What you will do
Look through the listing below and say how many lines contain the word "فردوس". Nothing else belongs in the reply.

Supplied data
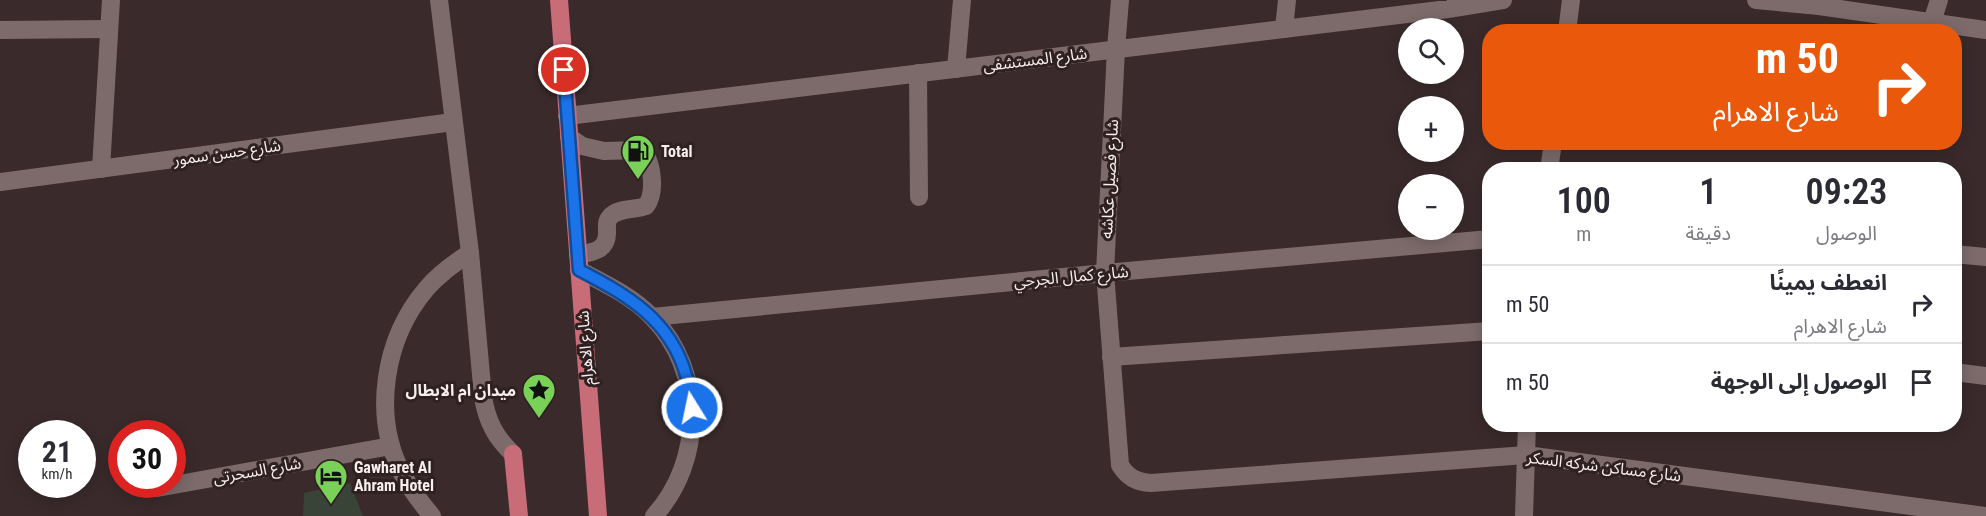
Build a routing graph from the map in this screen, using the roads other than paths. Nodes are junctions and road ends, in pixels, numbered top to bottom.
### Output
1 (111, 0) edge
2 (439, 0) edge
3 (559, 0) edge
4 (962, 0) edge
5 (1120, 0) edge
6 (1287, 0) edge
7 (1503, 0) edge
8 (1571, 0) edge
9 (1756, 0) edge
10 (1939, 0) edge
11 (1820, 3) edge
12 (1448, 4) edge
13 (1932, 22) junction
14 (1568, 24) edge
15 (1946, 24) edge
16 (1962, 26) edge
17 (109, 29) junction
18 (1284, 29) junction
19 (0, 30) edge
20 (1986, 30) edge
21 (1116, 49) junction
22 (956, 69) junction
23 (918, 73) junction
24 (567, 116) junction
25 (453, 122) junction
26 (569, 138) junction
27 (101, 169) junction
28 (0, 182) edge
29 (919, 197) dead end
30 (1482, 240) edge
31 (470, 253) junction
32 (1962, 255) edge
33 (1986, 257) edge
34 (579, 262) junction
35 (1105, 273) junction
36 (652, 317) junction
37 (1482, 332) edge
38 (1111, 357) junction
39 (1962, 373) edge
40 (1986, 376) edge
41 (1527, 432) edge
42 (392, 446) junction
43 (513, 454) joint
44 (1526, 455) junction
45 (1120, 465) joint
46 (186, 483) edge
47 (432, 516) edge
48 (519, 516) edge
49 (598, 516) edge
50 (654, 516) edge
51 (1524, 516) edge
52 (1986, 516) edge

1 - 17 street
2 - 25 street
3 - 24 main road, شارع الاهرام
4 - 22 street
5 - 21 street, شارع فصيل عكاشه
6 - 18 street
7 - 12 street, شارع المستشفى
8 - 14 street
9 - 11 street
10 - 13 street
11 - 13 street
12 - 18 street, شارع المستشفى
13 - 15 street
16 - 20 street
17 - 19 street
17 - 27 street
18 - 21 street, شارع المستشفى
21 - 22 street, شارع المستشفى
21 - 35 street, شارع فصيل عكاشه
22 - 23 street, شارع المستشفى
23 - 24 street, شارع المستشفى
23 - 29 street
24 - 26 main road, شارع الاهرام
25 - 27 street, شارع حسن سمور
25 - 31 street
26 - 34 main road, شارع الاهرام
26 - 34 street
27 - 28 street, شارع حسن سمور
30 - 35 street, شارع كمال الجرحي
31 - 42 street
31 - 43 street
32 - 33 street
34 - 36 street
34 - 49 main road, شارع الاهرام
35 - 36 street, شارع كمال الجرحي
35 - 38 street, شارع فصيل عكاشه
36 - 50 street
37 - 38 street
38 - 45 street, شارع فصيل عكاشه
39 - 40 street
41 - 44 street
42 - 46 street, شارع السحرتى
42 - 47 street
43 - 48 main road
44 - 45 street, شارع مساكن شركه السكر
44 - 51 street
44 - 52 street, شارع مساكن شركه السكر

--

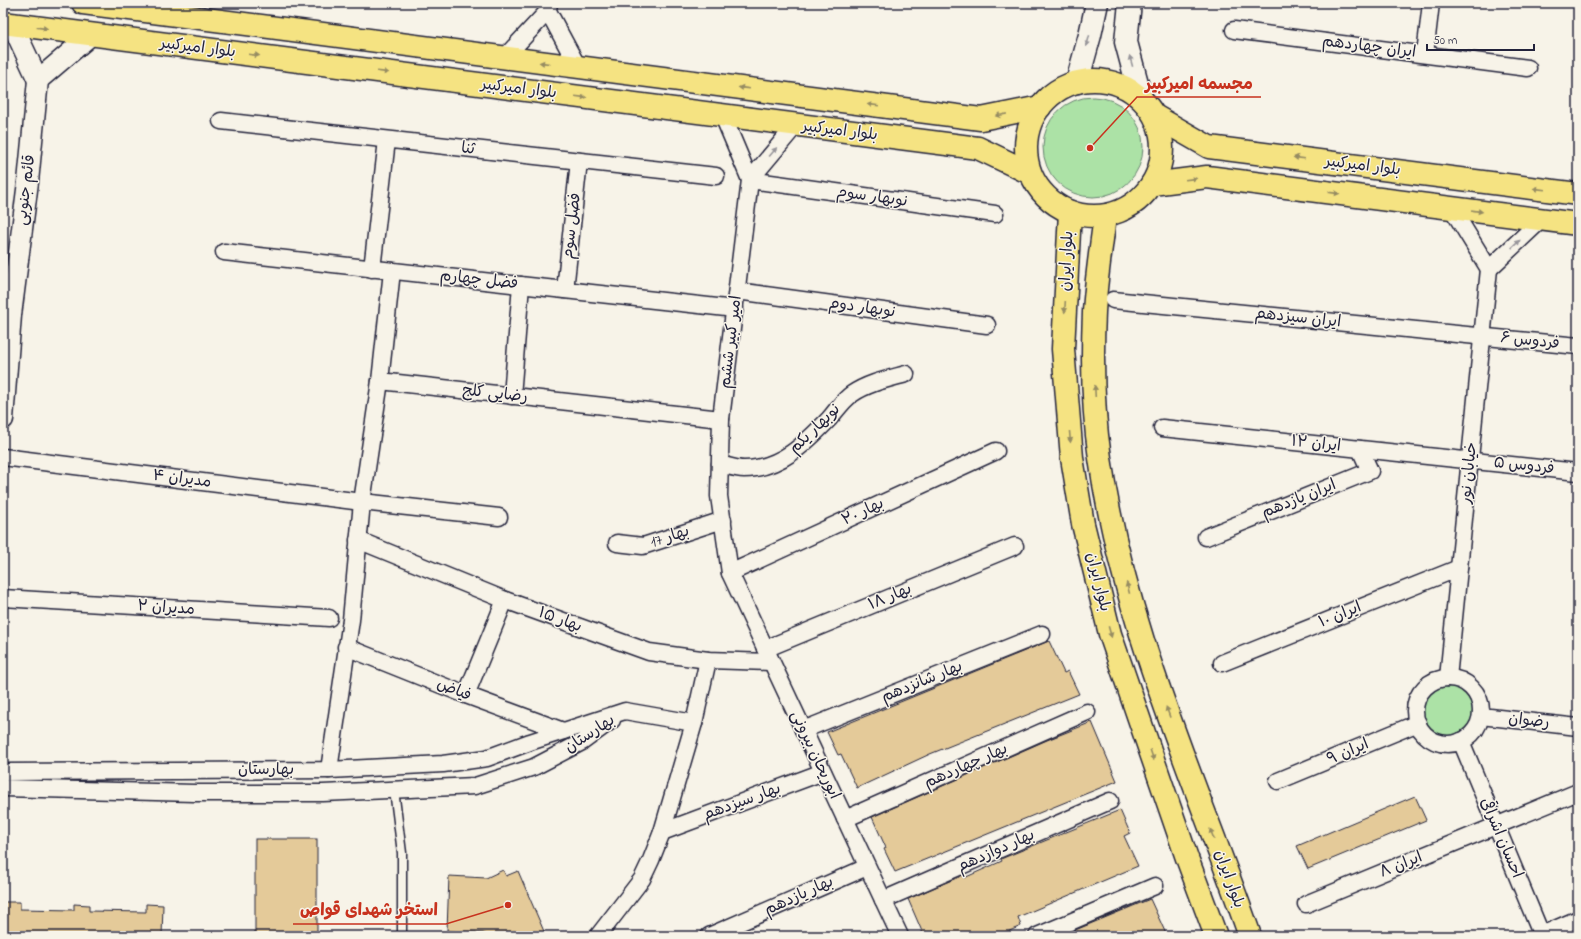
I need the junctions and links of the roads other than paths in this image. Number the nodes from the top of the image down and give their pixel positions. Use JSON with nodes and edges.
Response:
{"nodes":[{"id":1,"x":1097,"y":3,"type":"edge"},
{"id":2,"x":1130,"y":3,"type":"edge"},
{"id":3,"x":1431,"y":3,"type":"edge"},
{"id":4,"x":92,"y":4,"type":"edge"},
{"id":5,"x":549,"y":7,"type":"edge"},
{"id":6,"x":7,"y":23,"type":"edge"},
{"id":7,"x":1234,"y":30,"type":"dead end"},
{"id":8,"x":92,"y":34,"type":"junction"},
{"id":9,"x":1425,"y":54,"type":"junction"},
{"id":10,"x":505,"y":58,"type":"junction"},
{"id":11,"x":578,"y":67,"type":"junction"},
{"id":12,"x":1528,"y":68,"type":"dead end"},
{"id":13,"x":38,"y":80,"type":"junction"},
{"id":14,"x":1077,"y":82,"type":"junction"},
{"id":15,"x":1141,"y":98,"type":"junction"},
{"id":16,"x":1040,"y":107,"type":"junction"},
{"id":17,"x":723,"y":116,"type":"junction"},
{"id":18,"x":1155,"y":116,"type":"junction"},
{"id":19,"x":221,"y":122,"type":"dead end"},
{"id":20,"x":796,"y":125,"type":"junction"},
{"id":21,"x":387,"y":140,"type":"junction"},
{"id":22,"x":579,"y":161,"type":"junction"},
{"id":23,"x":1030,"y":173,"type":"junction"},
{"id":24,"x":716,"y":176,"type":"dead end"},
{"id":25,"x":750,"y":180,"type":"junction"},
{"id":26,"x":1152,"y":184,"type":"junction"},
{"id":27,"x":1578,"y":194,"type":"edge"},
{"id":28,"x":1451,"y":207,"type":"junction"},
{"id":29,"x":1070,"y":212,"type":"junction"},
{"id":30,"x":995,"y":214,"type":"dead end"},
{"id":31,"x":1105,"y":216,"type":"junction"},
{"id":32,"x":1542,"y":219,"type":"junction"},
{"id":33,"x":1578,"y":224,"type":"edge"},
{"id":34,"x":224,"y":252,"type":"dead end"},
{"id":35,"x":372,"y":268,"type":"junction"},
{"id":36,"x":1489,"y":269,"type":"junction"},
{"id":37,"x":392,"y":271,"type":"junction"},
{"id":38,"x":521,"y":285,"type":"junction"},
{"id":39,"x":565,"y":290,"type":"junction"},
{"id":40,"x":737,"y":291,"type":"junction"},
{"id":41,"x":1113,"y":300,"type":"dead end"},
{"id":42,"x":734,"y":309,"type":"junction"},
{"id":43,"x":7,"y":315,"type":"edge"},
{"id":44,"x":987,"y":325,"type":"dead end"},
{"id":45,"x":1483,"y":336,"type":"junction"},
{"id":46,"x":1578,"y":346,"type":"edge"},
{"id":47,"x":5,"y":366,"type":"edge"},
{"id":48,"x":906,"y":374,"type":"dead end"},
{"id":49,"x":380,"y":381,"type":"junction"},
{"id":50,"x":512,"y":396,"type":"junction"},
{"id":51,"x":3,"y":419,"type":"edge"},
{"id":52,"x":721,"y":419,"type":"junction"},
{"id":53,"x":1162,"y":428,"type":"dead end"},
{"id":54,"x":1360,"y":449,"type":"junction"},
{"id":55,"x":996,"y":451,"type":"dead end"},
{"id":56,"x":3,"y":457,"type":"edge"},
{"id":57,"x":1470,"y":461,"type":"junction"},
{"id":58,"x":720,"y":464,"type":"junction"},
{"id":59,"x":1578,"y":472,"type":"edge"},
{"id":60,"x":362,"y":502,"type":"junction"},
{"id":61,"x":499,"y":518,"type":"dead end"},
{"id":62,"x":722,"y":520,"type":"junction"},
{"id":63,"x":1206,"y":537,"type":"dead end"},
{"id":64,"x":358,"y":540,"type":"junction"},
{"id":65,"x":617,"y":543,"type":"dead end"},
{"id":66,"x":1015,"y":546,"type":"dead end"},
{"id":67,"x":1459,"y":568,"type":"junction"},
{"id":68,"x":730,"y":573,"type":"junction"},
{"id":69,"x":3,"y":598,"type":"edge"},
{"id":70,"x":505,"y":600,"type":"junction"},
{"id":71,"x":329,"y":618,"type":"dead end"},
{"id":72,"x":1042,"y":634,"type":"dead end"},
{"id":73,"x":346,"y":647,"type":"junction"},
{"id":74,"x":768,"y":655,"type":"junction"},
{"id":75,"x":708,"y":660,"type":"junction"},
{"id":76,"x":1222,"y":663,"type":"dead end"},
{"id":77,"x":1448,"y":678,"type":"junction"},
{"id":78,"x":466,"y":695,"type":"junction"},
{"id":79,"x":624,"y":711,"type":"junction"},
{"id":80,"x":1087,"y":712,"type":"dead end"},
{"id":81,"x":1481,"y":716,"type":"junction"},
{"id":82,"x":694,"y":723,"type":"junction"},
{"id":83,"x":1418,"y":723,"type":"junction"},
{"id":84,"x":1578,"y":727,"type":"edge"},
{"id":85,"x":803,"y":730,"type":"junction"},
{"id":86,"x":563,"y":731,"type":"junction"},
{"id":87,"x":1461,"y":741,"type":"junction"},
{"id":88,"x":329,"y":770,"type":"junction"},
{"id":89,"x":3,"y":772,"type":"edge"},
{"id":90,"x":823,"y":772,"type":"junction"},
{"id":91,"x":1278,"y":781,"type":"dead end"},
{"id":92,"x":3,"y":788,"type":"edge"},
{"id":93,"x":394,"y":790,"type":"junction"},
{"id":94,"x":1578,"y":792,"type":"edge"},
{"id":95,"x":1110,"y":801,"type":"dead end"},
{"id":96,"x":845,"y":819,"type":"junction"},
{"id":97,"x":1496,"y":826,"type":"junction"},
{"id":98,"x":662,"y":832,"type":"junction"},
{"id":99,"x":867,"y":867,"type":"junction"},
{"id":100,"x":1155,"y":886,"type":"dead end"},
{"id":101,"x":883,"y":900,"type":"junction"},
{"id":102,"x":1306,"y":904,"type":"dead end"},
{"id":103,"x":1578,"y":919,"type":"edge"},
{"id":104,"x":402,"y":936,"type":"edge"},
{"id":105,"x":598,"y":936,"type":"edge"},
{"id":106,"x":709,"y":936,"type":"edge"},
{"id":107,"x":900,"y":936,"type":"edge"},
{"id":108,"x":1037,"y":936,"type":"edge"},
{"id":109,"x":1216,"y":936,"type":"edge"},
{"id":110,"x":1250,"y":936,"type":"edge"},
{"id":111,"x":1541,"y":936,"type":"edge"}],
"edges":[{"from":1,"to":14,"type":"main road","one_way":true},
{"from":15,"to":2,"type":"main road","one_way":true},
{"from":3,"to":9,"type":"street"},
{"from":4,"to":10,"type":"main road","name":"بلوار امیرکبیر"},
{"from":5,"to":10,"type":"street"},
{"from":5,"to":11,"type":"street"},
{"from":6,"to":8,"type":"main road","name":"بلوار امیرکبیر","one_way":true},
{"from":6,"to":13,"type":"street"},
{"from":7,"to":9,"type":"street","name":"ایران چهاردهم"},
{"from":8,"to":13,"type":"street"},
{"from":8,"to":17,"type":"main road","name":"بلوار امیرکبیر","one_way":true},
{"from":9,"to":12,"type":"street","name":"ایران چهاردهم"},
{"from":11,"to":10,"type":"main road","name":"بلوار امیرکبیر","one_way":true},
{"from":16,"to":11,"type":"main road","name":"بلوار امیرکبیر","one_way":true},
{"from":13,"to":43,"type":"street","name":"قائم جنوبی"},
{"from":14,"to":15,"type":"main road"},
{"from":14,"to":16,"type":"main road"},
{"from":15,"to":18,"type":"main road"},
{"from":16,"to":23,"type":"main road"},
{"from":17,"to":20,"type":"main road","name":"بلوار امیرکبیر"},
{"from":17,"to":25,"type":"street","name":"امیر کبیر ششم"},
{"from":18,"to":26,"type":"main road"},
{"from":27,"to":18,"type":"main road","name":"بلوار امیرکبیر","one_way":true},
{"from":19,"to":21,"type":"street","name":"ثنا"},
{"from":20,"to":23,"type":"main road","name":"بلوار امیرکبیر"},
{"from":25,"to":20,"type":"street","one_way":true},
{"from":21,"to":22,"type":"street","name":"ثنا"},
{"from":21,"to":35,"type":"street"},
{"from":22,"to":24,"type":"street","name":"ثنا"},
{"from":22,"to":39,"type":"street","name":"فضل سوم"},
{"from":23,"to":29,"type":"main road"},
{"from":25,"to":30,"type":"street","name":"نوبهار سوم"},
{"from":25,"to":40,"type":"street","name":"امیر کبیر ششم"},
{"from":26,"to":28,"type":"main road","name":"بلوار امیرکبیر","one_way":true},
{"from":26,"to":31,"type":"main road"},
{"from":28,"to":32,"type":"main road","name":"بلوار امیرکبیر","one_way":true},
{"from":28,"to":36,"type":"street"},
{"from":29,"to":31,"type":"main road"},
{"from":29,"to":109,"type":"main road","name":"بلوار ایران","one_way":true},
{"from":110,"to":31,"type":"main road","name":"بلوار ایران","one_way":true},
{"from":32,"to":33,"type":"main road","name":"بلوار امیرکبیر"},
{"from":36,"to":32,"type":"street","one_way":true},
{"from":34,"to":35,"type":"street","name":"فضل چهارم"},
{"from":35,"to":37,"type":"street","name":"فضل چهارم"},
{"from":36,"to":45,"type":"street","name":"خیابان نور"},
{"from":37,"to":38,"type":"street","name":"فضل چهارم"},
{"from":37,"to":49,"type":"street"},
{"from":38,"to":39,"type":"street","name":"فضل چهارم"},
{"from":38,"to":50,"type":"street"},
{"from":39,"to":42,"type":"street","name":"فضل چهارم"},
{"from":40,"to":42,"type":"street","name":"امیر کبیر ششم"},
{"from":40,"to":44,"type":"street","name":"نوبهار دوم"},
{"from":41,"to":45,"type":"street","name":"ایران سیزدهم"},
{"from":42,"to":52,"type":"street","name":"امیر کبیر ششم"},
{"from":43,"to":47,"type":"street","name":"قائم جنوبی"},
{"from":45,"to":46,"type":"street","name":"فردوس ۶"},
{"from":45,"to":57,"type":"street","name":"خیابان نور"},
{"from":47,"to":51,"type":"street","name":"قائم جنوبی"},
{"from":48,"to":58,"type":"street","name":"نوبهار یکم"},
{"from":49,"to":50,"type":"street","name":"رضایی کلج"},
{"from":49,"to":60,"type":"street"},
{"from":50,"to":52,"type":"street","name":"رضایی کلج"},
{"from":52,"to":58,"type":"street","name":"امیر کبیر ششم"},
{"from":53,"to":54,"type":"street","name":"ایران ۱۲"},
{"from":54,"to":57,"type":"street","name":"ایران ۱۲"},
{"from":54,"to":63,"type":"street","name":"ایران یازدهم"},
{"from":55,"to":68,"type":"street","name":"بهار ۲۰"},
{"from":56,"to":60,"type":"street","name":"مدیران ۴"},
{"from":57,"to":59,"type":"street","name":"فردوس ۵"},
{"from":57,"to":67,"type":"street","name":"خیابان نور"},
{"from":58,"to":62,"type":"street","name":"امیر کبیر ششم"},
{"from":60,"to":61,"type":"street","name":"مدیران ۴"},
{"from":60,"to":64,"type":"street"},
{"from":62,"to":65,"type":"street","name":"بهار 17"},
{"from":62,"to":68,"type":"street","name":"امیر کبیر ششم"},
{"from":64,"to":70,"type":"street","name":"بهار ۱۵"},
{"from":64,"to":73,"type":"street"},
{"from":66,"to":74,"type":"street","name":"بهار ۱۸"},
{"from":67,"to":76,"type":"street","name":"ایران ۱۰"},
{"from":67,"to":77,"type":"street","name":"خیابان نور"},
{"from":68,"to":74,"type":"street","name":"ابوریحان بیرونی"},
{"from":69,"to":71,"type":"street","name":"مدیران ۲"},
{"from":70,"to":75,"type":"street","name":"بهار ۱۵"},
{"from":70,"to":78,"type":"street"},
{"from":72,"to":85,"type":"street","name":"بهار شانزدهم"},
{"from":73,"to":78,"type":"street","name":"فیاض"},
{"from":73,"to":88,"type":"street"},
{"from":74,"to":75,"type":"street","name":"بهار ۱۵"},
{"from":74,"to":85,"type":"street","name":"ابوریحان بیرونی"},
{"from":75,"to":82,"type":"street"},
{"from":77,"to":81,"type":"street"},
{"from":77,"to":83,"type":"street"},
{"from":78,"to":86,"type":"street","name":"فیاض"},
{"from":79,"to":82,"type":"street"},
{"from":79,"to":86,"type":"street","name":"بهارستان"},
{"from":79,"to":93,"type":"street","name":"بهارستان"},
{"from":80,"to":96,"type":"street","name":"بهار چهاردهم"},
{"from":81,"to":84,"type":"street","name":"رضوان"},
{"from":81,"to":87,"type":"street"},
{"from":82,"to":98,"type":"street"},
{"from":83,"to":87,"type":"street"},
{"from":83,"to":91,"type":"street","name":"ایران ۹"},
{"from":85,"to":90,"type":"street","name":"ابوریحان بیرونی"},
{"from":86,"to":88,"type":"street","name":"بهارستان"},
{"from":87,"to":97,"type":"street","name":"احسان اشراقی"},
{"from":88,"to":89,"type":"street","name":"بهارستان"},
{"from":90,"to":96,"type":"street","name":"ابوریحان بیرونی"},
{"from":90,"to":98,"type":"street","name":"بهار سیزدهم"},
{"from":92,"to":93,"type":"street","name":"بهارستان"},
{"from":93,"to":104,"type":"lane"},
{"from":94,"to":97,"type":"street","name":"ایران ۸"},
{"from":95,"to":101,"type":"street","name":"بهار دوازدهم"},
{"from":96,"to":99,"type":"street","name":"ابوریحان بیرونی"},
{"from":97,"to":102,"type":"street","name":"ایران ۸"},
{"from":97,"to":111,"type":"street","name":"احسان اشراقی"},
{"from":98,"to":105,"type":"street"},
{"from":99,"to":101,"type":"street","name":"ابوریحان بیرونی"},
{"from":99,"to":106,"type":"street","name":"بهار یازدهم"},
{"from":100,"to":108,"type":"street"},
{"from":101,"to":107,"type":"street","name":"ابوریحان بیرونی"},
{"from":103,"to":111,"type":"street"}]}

Reply to the task
2